The First Amendment to the U.S. Constitution guarantees that the government will not interfere with the free exercise of religion or limit free speech. But we know that there are limits. The question for private employers is how these constitutional protections square with business policy. When and to what extent can an individual’s First Amendment rights be curtailed within the workplace? It can be a slippery slope.
What the Supreme Court has to say
In June, the U.S. Supreme Court said a high school football coach had the right under the Free Exercise and Free Speech Clauses of the U.S. Constitution to private prayer on the football field.
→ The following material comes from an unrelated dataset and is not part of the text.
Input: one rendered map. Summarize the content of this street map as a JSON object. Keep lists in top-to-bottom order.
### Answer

The Court did not agree with the public school district that allowing this private prayer, which was viewed in public, amounted to endorsing religion, which would violate the Establishment Clause of the U.S. Constitution. According to the Court, “The Free Exercise and Free Speech Clauses of the First Amendment protect an individual engaging in a personal religious observance from government reprisal; the Constitution neither mandates nor permits the government to suppress such religious expression.” Because the school district was government funded, it was subject to this constitutional rule.
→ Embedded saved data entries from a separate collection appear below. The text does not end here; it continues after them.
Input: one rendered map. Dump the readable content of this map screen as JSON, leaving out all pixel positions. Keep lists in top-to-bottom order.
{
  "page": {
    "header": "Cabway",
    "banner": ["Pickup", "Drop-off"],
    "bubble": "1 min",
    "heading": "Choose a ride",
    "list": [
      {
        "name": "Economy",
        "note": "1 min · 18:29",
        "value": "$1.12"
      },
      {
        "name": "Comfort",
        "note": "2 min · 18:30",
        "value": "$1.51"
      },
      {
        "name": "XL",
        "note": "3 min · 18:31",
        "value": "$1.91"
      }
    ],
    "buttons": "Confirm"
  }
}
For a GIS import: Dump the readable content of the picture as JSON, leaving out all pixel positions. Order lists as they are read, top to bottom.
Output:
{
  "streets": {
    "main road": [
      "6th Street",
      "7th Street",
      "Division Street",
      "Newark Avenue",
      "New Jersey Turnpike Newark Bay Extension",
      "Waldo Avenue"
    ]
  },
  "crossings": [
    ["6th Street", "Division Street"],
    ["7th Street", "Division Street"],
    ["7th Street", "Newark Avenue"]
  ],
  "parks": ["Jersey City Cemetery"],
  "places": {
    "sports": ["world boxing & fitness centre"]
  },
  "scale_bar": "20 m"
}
Private employers and free speech
Employees in companies, whether private or publicly trade (referred to throughout this blog as “private employers”), are not subject to the federal constitutional protections; the federal constitutional protections only bar government action. However, employees of private employers have civil rights guarantees. They cannot be discriminated against on the basis of race, color, national origin, disability, age, religion, and sex (including pregnancy, sexual orientation, and gender identity). So, if company policy permits certain speech in the workplace, it cannot bar a group (e.g., those of a certain religion) from exercising their right to such speech.
Some states have laws guaranteeing free speech by employees in private companies. For example, Connecticut’s law creates liability for an employer for the discipline or discharge of an employee on account of the employee’s exercise of certain constitutional rights, including free speech. But this protection is conditioned on the activity not substantially or materially interfering with the employee’s bona fide job performance or the working relationship between the employee and the employer.
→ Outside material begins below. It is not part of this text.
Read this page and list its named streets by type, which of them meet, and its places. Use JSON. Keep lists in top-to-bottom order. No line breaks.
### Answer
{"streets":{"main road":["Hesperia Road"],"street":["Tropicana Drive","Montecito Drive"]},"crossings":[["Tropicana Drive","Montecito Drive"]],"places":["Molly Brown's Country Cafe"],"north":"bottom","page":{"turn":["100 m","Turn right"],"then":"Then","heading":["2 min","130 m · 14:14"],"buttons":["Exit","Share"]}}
In today’s highly-charged political atmosphere, employees’ views are bound to come out in the workplace. Again, as long as it doesn’t disrupt usual business activities, it likely can’t be barred. California law specifically says employees can’t be discriminated against on the basis of their political affiliation or political activity. However, this doesn’t mean employees can use work time to advance their personal political objectives or interfere with productivity.
Employees’ speech related to the terms and conditions of employment is protected under the National Labor Relations Act (NLRB) This is so for both union and non-union companies. This protection allows employees to voice their opinions on work conditions, compensation, whether to unionize, and even general causes (e.g., increases in minimum wage laws). NLRB-protected free speech covers speech within the confines of the company as well as on social media.
If a company wants to make policy that could be construed as restricting free speech, tread lightly. The majority of states has some protection for employees’ activities when off duty (e.g., their social media postings on their own time). Be sure to take this into account. Best strategy: have the policy reviewed by a labor law attorney.